"Yedi yaşına geldiğinde okula gitmek için can atar. Bir yıl sonra ise gitmemek için."
Yazın sonuna yaklaşmıştık. Okulların açılmasına bir haftadan daha az bir zaman kalmıştı. Ben her gün Filiz'in yanına, benim için bir okula dönüşmüş mutluluk yuvama geliyordum. Filiz ile zaman geçirmek, onun bana bir şeyler öğretmesi, benim için dayanılmaz bir hazdı. Her geçen gün bana bir şeyler katıyor adeta yeni bir Çınar inşa ediyordu. Ben de bu durumdan, kendimdeki bu olumlu değişmeden son derece memnundum. Annem de zaman zamanla bendeki bu değişimlerden söz ediyor ama daha çok amcamın işkencelerinden kurtulmasından bahsediyordu. Amcam eskisi kadar eve uğramıyor, annemi hiç dövmüyordu. Gözlerindeki nefreti görüyordum. Hiçbir şey yapamıyor olması bana büyük bir haz veriyordu. Annem de zamanla toparlanmaya, değişmeye başlamıştı. Önceleri vücudundaki morluklar, yaralar iyileşmeye başladı. Sonra ruhundaki yaraları sarmaya başladı. Onu yeniden kitap okurken, komşulara gidip gelirken ve en önemlisi de yeniden mutluyken görmek beni de mutlu ediyordu.
Bir gün mutluluk okulumuz da Filiz ile bahçede oturmuş sohbet ediyorduk. Filiz bana okulu sordu. İkimiz aynı okula gidecektik. Okulu sevmediğim için hep olumsuz yorumlar yaptım. Derslerde çok sıkıldığımdan, arkadaşlarımı sevmediğimden bahsettim. Filiz şaşırdı. Okulun bizleri hayata hazırlayan son derece faydalı bir yer olduğunu düşünüyordu. Hem ileride bir meslek sahibi olmak istiyorsak mutlaka okulda başarılı olmalıymışız. Kendisine aynı fikirde olmadığımı söyledim.

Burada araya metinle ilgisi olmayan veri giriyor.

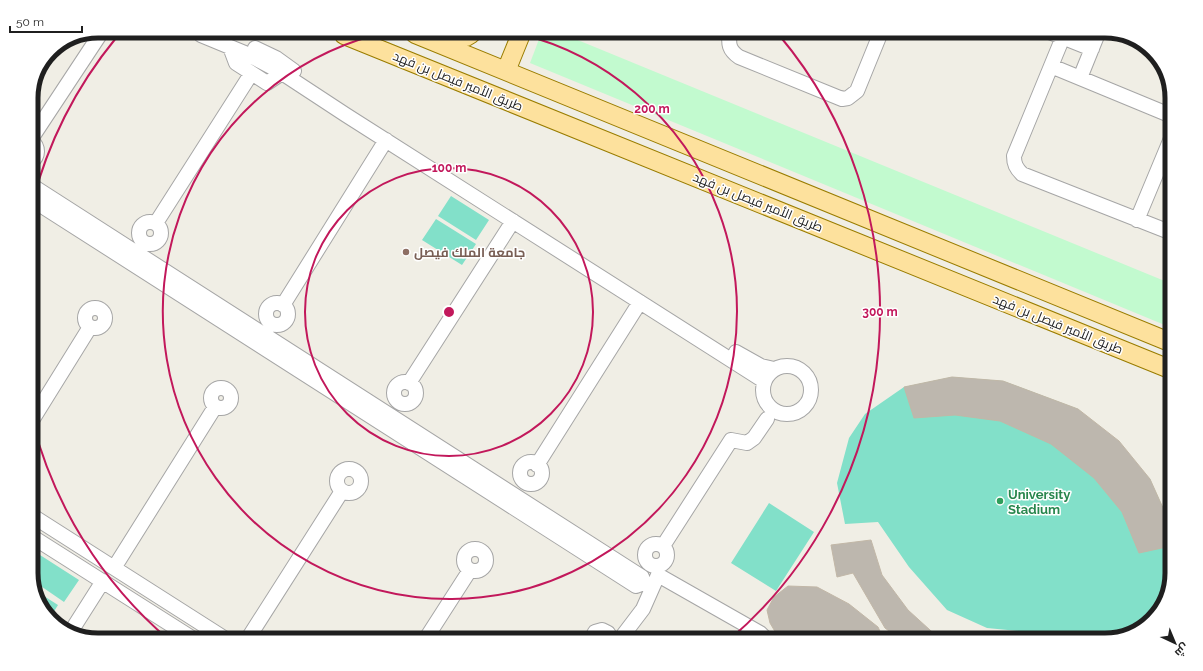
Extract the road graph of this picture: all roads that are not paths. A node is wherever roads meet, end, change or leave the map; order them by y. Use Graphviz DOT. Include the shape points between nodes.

O zaman bana ileride ne meslek yapacağımı sordu. Mesleğin hiçbir öneminin olmadığını sadece ileride çok zengin olmak istediğimi söyledim. Eğer ileride gerçekten başarılı olup, zengin olmak istiyorsam sevdiğim, ilgi duyduğum işi yapmamı söyledi. Kendisinin resim yapmayı çok sevdiğini ve bu yüzden ileride ressam olmak istediğini söyledi ama bunu kesinlikle para için yapmak istemediğini de ekledi. Çünkü ona göre bir insan bir işi gerçekten severek yaptığında başarı kaçınılmaz oluyordu. Ben ise onunla aynı fikirde değildim, ben bir şekilde zengin olmalıydım. Hangi işle zengin olduğumun, o işi sevip sevmediğime hiç önem vermiyordum.
Filiz iddiasını ispatlamak için birkaç örnek verdiyse de boş yere çırpındığını çok geçmeden fark etti. Bu çabasından vazgeçti. Okulla ilgili başka sorular sordu. Sorularına verdiğim cevaplar onu tatmin etmiyordu. İkimizin okula olan bakış açısının farklılığı, onun sorularına istediği cevapları vermemi engelliyordu. Bir süre sonra sorulardan vazgeçti ve yarım bıraktığı kitabını okumaya devam etti.
Okul açıldığında, Filiz ile aynı sınıfta olduğumu öğrenince okul bile güzelleşmeye başladı. Annem her sabah beni uyandırıp okula yollamak için büyük bir çaba sarf etmek zorunda kalırdı. Beni uyandırır ben ise battaniyeyi kafama çeker biraz daha uyumak istediğimi söylerdim. Annem o zaman üstümden yorganı çekerdi, ben hala yataktan kalkmamakta ısrar ederdim. O meşhur cümlesini hala kulağımda çınlar "Okul olmadığında sabahın köründe kalkıp dışarı çıkmayı biliyorsun. Okul olduğu zaman da ölüm uykusuna yatıyorsun sanki, kaldırabilene aşk olsun." Diye sinirlenirdi. Ama ben bu sinirlenmenin gerçek olmadığını çok iyi bilirdim. Çünkü annem bir melekti. Sakin, neşeli bir insandı. Tabi ki amcamın olmadığı zamanlarda.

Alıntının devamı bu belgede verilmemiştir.